▶ **EXERCISE DESCRIPTION**: Report, word for word, every line of the material that contains "main".

▶ **MATERIAL FOR THE TASK**:

* * * * * * * * *

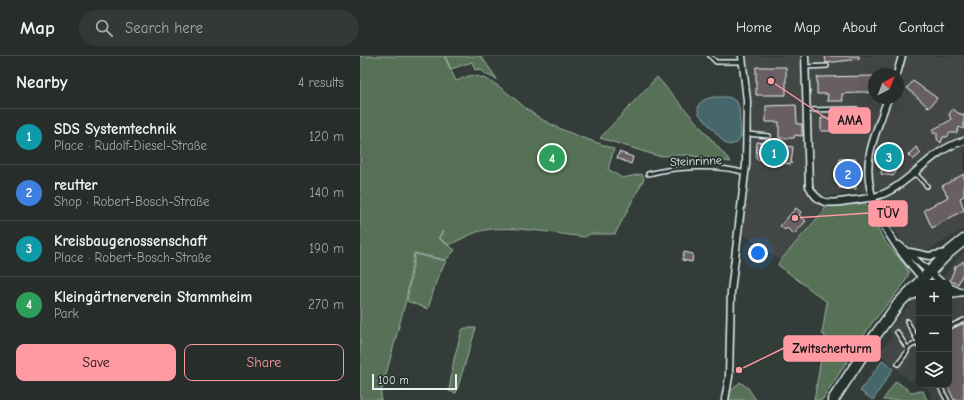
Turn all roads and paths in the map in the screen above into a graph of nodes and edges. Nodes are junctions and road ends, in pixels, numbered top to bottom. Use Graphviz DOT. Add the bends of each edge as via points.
graph roads {
  1 [pos="710,56"];
  2 [pos="804,56"];
  3 [pos="902,56"];
  4 [pos="742,59"];
  5 [pos="827,66"];
  6 [pos="805,67"];
  7 [pos="899,68"];
  8 [pos="886,104"];
  9 [pos="856,109"];
  10 [pos="807,110"];
  11 [pos="747,134"];
  12 [pos="769,136"];
  13 [pos="964,141"];
  14 [pos="745,172"];
  15 [pos="915,173"];
  16 [pos="648,174"];
  17 [pos="927,186"];
  18 [pos="872,197"];
  19 [pos="893,240"];
  20 [pos="964,240"];
  21 [pos="906,251"];
  22 [pos="949,252"];
  23 [pos="926,278"];
  24 [pos="952,288"];
  25 [pos="963,293"];
  26 [pos="916,294"];
  27 [pos="952,294"];
  28 [pos="899,303"];
  29 [pos="964,320"];
  30 [pos="907,321"];
  31 [pos="952,326"];
  32 [pos="897,332"];
  33 [pos="916,338"];
  34 [pos="916,343"];
  35 [pos="907,348"];
  36 [pos="898,364"];
  37 [pos="941,388"];
  38 [pos="725,400"];
  39 [pos="833,400"];
  40 [pos="947,400"];
  1 -- 4 [label="lane" via="716,62"];
  2 -- 6 [label="street"];
  3 -- 7 [label="street"];
  4 -- 11 [label="street" via="747,101"];
  5 -- 6 [label="lane"];
  6 -- 10 [label="street"];
  8 -- 18 [label="street" via="870,154"];
  9 -- 10 [label="lane"];
  10 -- 18 [label="street" via="809,186 813,194 827,204"];
  11 -- 12 [label="lane"];
  11 -- 14 [label="street"];
  13 -- 15 [label="street" via="939,153"];
  14 -- 16 [label="lane, Steinrinne" via="718,168 689,168"];
  14 -- 38 [label="street" via="731,292 729,377"];
  15 -- 17 [label="lane"];
  15 -- 18 [label="street" via="890,191"];
  18 -- 19 [label="street" via="882,223"];
  19 -- 21 [label="street"];
  19 -- 23 [label="street"];
  20 -- 22 [label="main road"];
  21 -- 22 [label="street" via="928,256"];
  21 -- 23 [label="street"];
  22 -- 23 [label="main road"];
  23 -- 28 [label="main road"];
  24 -- 25 [label="street"];
  25 -- 27 [label="street"];
  26 -- 28 [label="street"];
  28 -- 39 [label="main road"];
  29 -- 31 [label="lane"];
  30 -- 33 [label="lane"];
  32 -- 35 [label="lane"];
  34 -- 35 [label="lane"];
  35 -- 36 [label="lane"];
  37 -- 40 [label="lane"];
}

* * * * * * * * *

▶ **RESULT BELOW**:
  20 -- 22 [label="main road"];
  22 -- 23 [label="main road"];
  23 -- 28 [label="main road"];
  28 -- 39 [label="main road"];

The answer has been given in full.